Le sud a t-il son mot à dire ?

Théo DELPONT-RAMAT

05 / 2011

Malgré les difficultés, la recherche scientifique existe sur le continent africain. Certains pourraient s’interroger : pourquoi consacrer des fonds à la science quand les besoins fondamentaux d’une population ne sont pas satisfaits ? Justement parce qu’une recherche africaine peut apporter des solutions efficaces.

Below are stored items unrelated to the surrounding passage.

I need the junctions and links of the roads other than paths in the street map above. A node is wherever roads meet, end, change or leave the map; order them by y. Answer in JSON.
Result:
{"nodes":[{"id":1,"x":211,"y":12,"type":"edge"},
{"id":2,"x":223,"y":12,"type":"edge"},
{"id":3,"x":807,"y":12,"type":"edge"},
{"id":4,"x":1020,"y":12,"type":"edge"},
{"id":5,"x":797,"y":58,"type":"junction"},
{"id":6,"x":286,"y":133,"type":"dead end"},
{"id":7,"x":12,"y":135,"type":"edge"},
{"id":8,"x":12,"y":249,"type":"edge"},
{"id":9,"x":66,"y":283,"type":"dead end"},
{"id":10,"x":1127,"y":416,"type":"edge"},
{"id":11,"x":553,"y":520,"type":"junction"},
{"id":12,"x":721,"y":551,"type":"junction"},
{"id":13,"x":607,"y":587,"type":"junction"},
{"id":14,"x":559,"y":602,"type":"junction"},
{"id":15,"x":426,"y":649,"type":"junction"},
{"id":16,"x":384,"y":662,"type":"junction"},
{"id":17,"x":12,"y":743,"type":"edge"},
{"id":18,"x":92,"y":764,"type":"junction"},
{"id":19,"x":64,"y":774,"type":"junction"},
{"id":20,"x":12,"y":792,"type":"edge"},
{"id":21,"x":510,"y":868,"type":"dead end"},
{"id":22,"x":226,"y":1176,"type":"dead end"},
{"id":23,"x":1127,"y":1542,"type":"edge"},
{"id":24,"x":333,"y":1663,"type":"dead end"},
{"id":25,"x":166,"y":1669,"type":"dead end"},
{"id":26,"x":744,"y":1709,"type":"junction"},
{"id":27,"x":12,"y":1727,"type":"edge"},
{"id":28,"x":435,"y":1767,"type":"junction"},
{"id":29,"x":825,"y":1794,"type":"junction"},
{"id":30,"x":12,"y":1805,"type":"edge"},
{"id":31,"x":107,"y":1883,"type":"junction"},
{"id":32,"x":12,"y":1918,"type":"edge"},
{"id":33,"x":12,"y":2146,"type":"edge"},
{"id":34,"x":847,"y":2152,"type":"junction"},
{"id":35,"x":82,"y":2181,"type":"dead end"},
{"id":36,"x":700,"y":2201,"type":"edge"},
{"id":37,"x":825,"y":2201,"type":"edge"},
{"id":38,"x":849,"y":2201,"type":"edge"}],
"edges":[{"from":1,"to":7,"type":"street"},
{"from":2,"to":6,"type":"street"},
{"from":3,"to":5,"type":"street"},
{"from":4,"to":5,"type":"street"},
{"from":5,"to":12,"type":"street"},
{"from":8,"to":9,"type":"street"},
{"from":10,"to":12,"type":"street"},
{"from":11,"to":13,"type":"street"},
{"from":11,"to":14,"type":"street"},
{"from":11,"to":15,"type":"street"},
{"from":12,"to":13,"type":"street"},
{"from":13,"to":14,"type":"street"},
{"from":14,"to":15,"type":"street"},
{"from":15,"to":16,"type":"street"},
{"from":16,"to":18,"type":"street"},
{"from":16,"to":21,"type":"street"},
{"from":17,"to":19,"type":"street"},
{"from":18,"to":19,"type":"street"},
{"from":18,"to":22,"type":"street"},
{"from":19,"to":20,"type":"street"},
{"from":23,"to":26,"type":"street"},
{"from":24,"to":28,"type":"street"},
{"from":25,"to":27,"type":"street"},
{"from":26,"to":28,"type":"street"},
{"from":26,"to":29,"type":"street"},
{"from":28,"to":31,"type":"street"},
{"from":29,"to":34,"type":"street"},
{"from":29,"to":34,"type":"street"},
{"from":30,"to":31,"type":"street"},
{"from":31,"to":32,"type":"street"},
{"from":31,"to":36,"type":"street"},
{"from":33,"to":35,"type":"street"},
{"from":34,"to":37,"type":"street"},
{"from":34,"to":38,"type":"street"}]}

En Afrique, les projets de recherche se concentrent en priorité dans le domaine agricole afin de repousser le spectre de la famine et d’améliorer les rendements. Il ne viendrait à l’idée de personne de construire aujourd’hui un accélérateur de particules en Afrique. Question de priorité, question aussi de moyens. «Le Sénégal est un pays très rural. Il est important de répondre aux besoins de notre pays, et ces besoins sont agroalimentaires, explique le professeur Samba Sylla, spécialiste en microbiologie des sols et responsable du département de biologie végétale à l’université Cheikh Anta Diop de Dakar (Sénégal). J’ai malheureusement parfois plus le sentiment de travailler pour les revues spécialisées dans lesquelles je publie que pour la population de mon pays.» Pour ce professeur, le développement de la recherche en Afrique est avant tout une question de moyens: «Même dans la recherche appliquée nous manquons de moyens, de matériel et d’infrastructures.» Pour remédier à ces difficultés, les universités ouest-africaines multiplient les partenariats avec des laboratoires étrangers. «Principalement français mais de plus en plus aussi avec d’autres pays, souligne-t-il. Sinon, nous passons par des entreprises privées. Séquencer de l’ADN en Corée du Sud est beaucoup moins cher et plus rapide qu’au Sénégal.» Financer un projet de recherche relève par ailleurs du parcours du combattant. Il faut souvent combiner fonds publics, aides internationales et accords de partenariat avec des laboratoires plus modernes.

Une barrière linguistique

Mais les chercheurs africains ne veulent surtout pas être le parent pauvre de la recherche mondiale, celui qui récupère les restes et boit les paroles de chercheurs disposant de matériel plus avancé et de moyens. Pour Abdul Hakeem Ajijola, conseiller régional pour l’Afrique de l’ouest et l’Afrique centrale du Centre de recherche pour le développement international (CRDI), les problématiques africaines ne peuvent être l’objet de recherches faîtes par le Nord. «Les chercheurs occidentaux, bien qu’experts dans leur domaine, n’ont pas la culture africaine nécessaire. Des questions, prioritaires ici, pourraient leur paraître tout à fait secondaires.» Les langues dans lesquelles sont écrites les publications scientifiques posent également problème. «Un article écrit en Uruba (l’une des langues nationales du Niger) apportera une compréhension différente du problème car les modes de pensée changent en fonction de la langue utilisée », renchérit le conseiller. La recherche africaine est prise dans un véritable étau linguistique. Dans de nombreux pays d’Afrique noire, les sciences sont encore enseignées dans la langue administrative héritée de la colonisation, alors que la majorité de la population ne parle qu’une langue nationale. L’obligation de publier en anglais corse un peu plus les choses, isolant encore davantage le monde de la recherche. Au croisement des influences politiques, économiques et culturelles, la recherche africaine se cherche encore une identité. Elle doit trouver les moyens pour concrétiser les espoirs qu’elle suscite et ne pas devenir un luxe absurde.